→ Task goal:
Please return all lines of the data below containing the string "where".

[[ Extracted material, beginning ]]

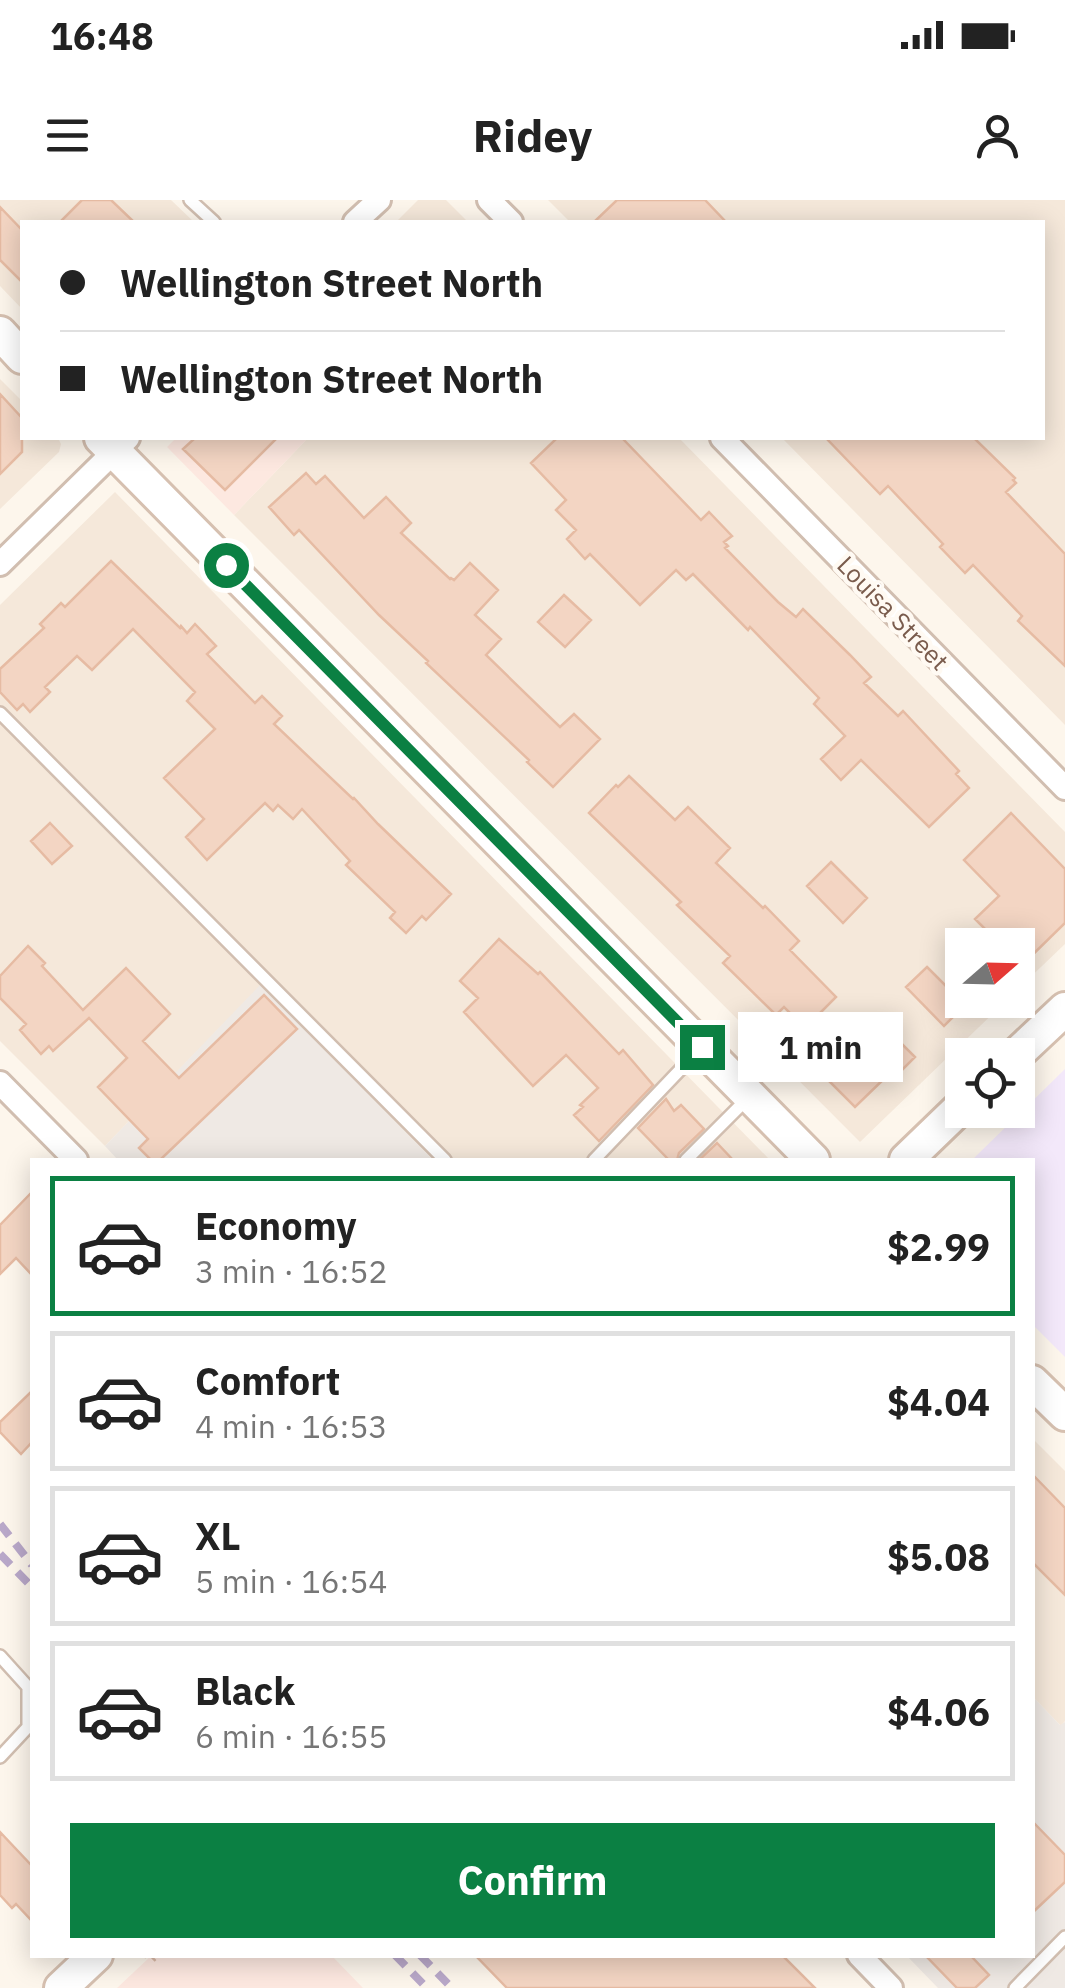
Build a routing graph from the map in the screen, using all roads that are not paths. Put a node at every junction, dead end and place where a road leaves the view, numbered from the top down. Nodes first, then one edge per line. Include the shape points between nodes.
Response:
1 (190, 200) edge
2 (379, 200) edge
3 (489, 200) edge
4 (212, 220) edge
5 (357, 220) edge
6 (509, 220) edge
7 (0, 333) edge
8 (20, 354) edge
9 (724, 440) edge
10 (114, 442) edge
11 (0, 564) edge
12 (0, 714) edge
13 (1065, 788) edge
14 (1065, 1009) edge
15 (1034, 1038) edge
16 (702, 1047) junction
17 (0, 1083) edge
18 (750, 1096) junction
19 (945, 1122) edge
20 (74, 1158) edge
21 (442, 1158) edge
22 (596, 1158) edge
23 (688, 1158) edge
24 (811, 1158) edge
25 (908, 1158) edge
26 (1035, 1385) edge
27 (1065, 1414) edge
28 (0, 1656) edge
29 (0, 1757) edge
30 (1065, 1937) edge
31 (93, 1958) edge
32 (861, 1958) edge
33 (62, 1988) edge
34 (891, 1988) edge
35 (1015, 1988) edge

1 - 4 lane
2 - 5 street
3 - 6 street
7 - 8 street
9 - 13 street, Louisa Street
10 - 11 street
10 - 16 street
12 - 21 lane
14 - 15 street
16 - 18 street
16 - 22 lane
17 - 20 street
18 - 23 lane
18 - 24 street
19 - 25 street
26 - 27 street
28 - 29 lane via 28,1687 28,1727
30 - 35 lane
31 - 33 street
32 - 34 street

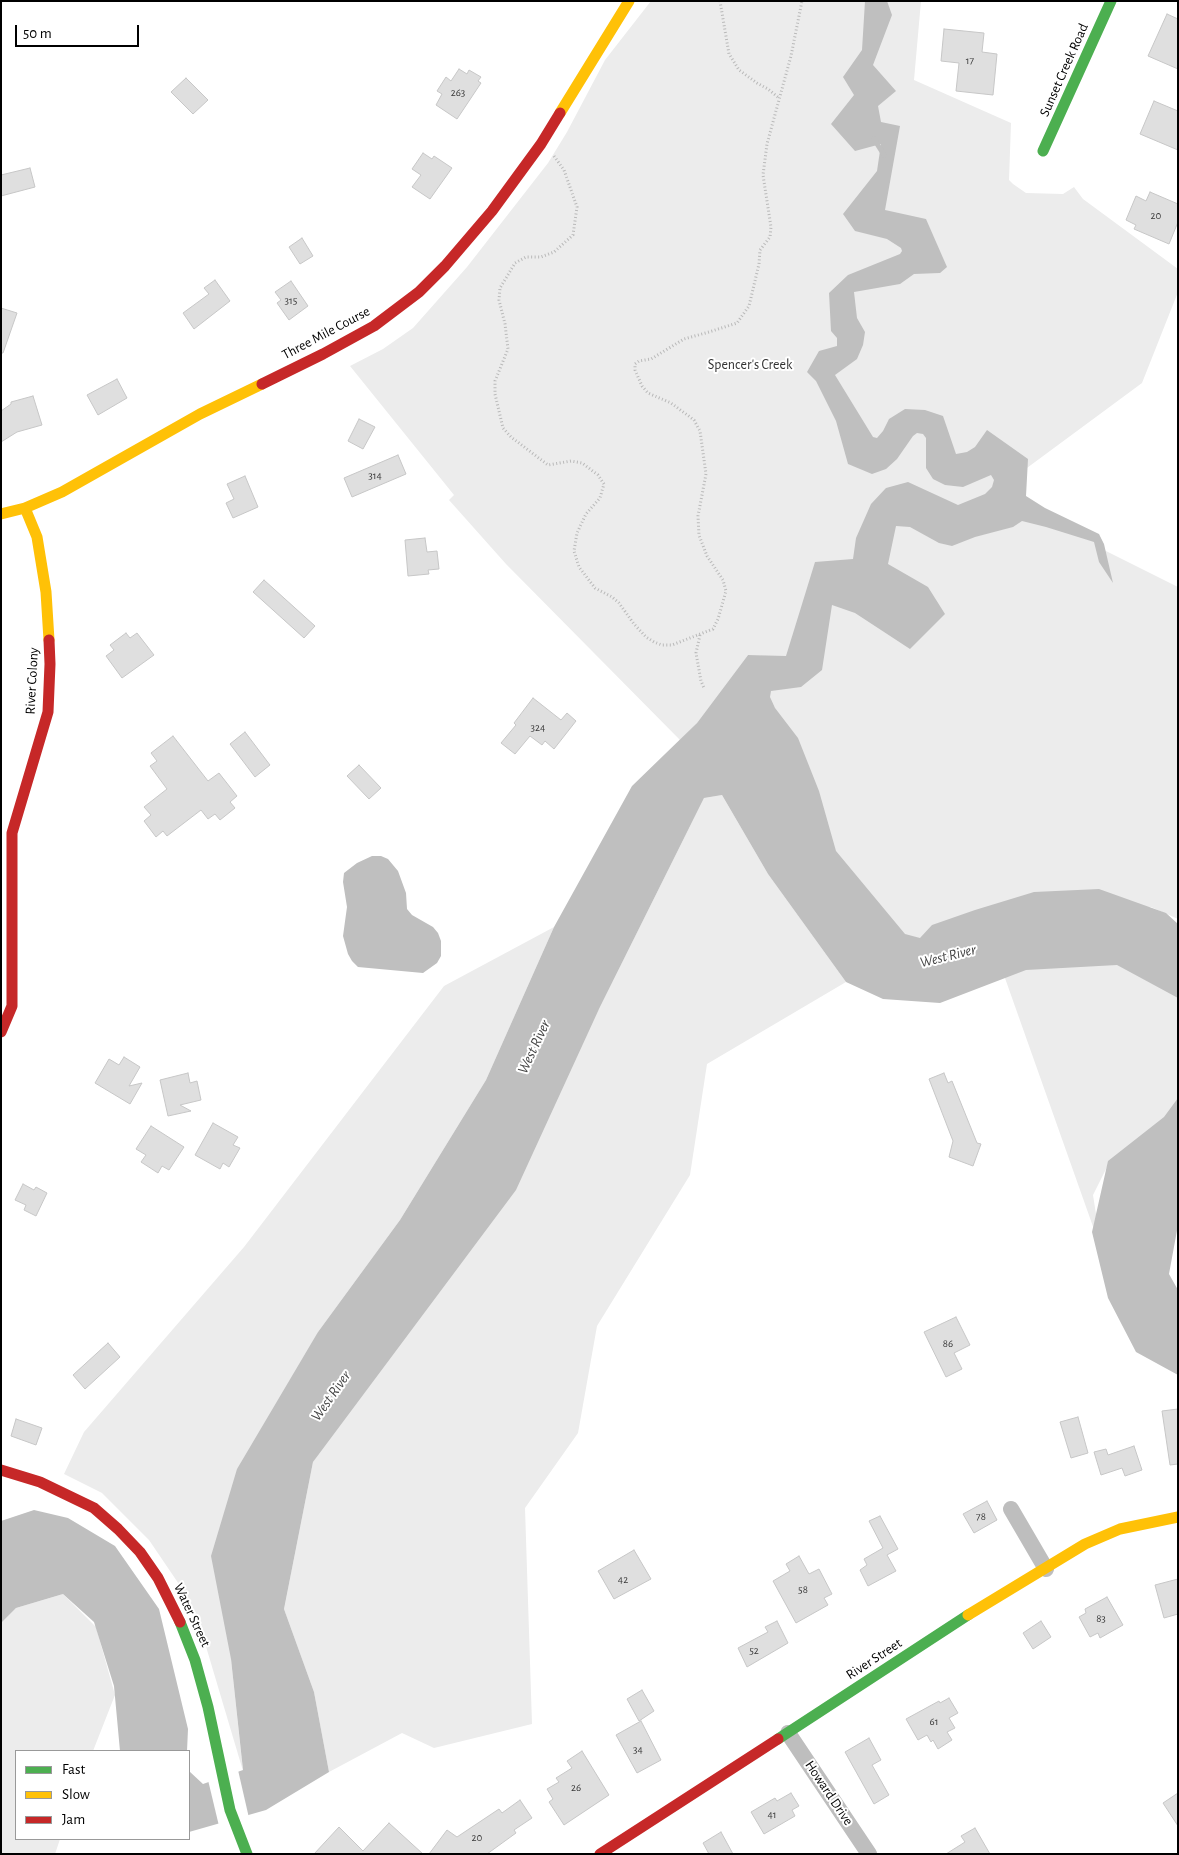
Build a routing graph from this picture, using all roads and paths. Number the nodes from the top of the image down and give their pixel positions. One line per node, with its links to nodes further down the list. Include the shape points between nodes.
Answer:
1 (629, 1): 6 (street, Three Mile Course)
2 (720, 1): 5 (path, via 729,54 739,70)
3 (802, 1): 5 (path)
4 (1111, 1): 7 (street, Sunset Creek Road)
5 (779, 98): 10 (path, via 763,175 770,236 760,250 749,306 737,323 684,339 651,359 639,360 635,370 648,393 671,403 694,420 700,431 706,474 698,516 699,535 726,591 712,630)
6 (541, 144): 8 (street, Three Mile Course, via 492,211 445,266 419,292 374,326 200,414 62,492); 10 (path, via 564,170 577,207 573,235 554,252 541,257 526,257 515,264 500,288 499,300 508,350 495,388 503,428 548,465 570,461 582,463 604,484 600,498 586,514 577,533 574,550 579,567 595,588 619,603 634,624 662,646)
7 (1043, 151)
8 (25, 508): 9 (street, Three Mile Course); 12 (street, River Colony, via 37,537 46,592 50,657 48,712 12,833 12,1006)
9 (1, 514)
10 (700, 635): 11 (path, via 696,653)
11 (704, 688)
12 (1, 1032)
13 (1, 1470): 18 (street, Water Street, via 40,1482 94,1508 140,1552 158,1578 195,1660 234,1823)
14 (1011, 1509): 16 (street)
15 (1178, 1517): 16 (street, River Street, via 1120,1529 1085,1544)
16 (1046, 1569): 17 (street, River Street, via 975,1611)
17 (788, 1733): 19 (street, River Street); 20 (street, Howard Drive)
18 (247, 1854)
19 (600, 1854)
20 (869, 1854)

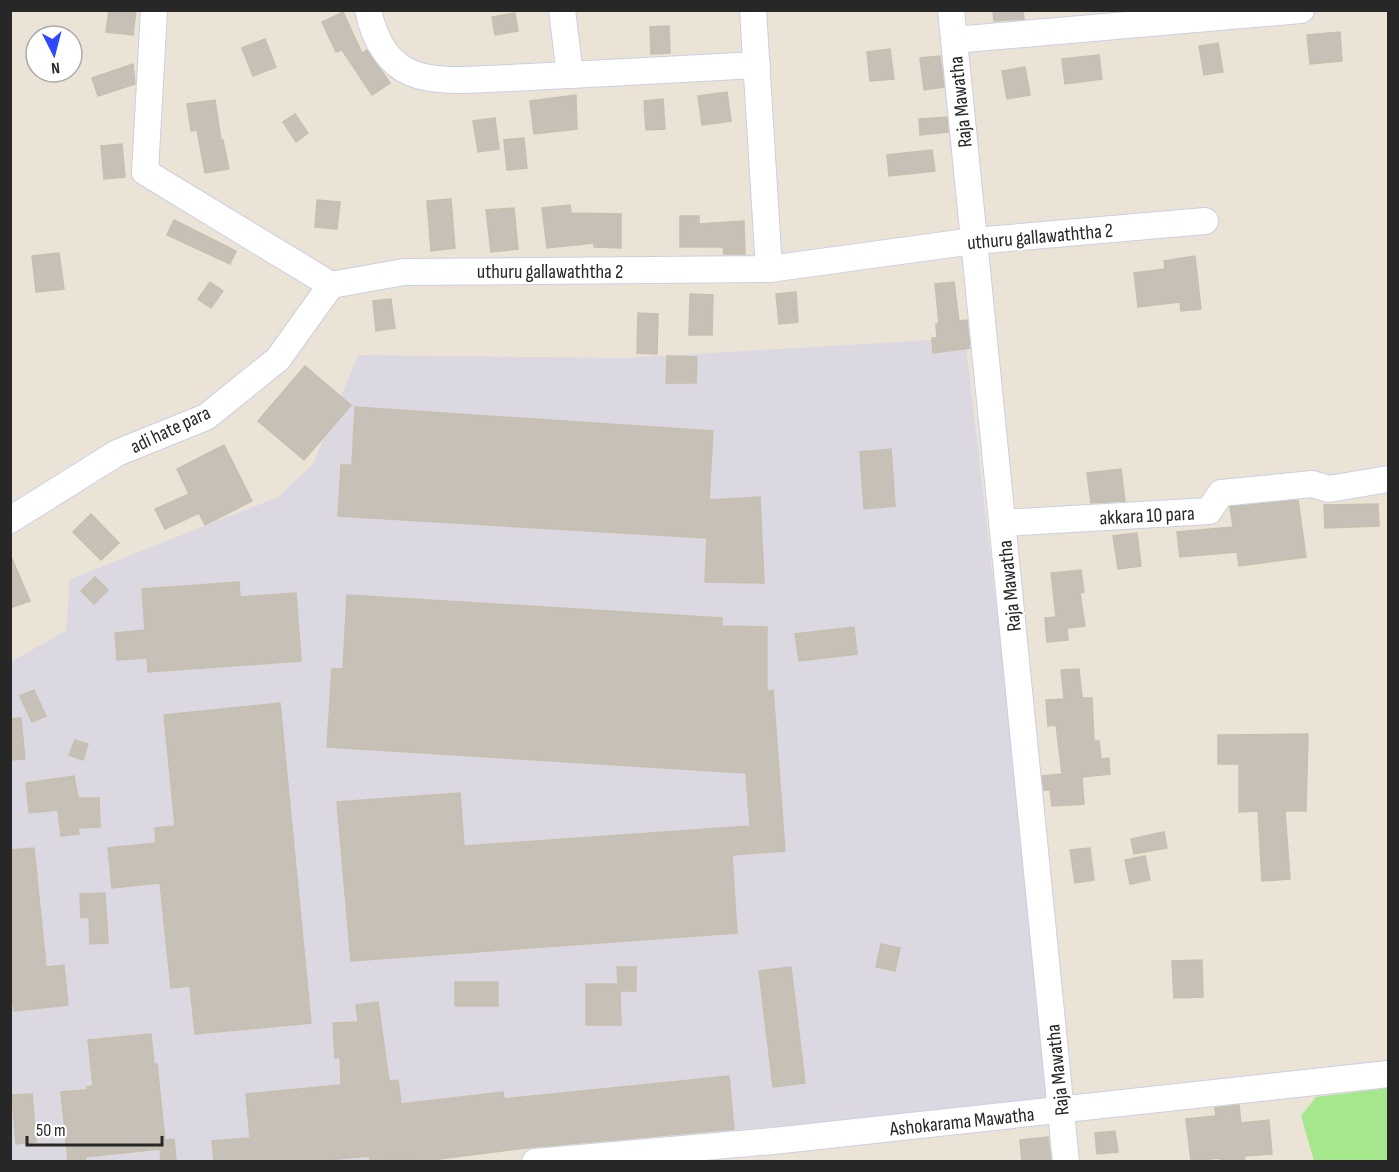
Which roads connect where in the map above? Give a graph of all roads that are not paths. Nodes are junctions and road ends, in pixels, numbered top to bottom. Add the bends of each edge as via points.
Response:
1 (154, 10) edge
2 (368, 10) edge
3 (562, 10) edge
4 (753, 10) edge
5 (951, 10) edge
6 (1301, 10) edge
7 (954, 40) junction
8 (757, 64) junction
9 (570, 75) junction
10 (1205, 221) dead end
11 (974, 241) junction
12 (769, 269) junction
13 (331, 285) junction
14 (1389, 479) edge
15 (10, 520) edge
16 (1002, 523) junction
17 (1389, 1074) edge
18 (1060, 1110) junction
19 (774, 1151) edge
20 (535, 1161) edge
21 (1066, 1161) edge

1 - 13 street via 145,172
2 - 9 street via 387,54 420,78 443,81
3 - 9 street
4 - 8 street
5 - 7 street, Raja Mawatha
6 - 7 street
7 - 11 street, Raja Mawatha
8 - 9 street
8 - 12 street
10 - 11 street, uthuru gallawaththa 2
11 - 12 street, uthuru gallawaththa 2
11 - 16 street, Raja Mawatha
12 - 13 street, uthuru gallawaththa 2 via 404,272
13 - 15 street, adi hate para via 278,359 206,417 117,453
14 - 16 street, akkara 10 para via 1329,489 1312,484 1221,493 1209,511
16 - 18 street, Raja Mawatha
17 - 18 street, Ashokarama Mawatha
18 - 19 street, Ashokarama Mawatha
18 - 21 street, Raja Mawatha
19 - 20 street, Ashokarama Mawatha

[[ Extracted material, end ]]

→ Response below:
Build a routing graph from the map in the screen, using all roads that are not paths. Put a node at every junction, dead end and place where a road leaves the view, numbered from the top down. Nodes first, then one edge per line. Include the shape points between nodes.
Which roads connect where in the map above? Give a graph of all roads that are not paths. Nodes are junctions and road ends, in pixels, numbered top to bottom. Add the bends of each edge as via points.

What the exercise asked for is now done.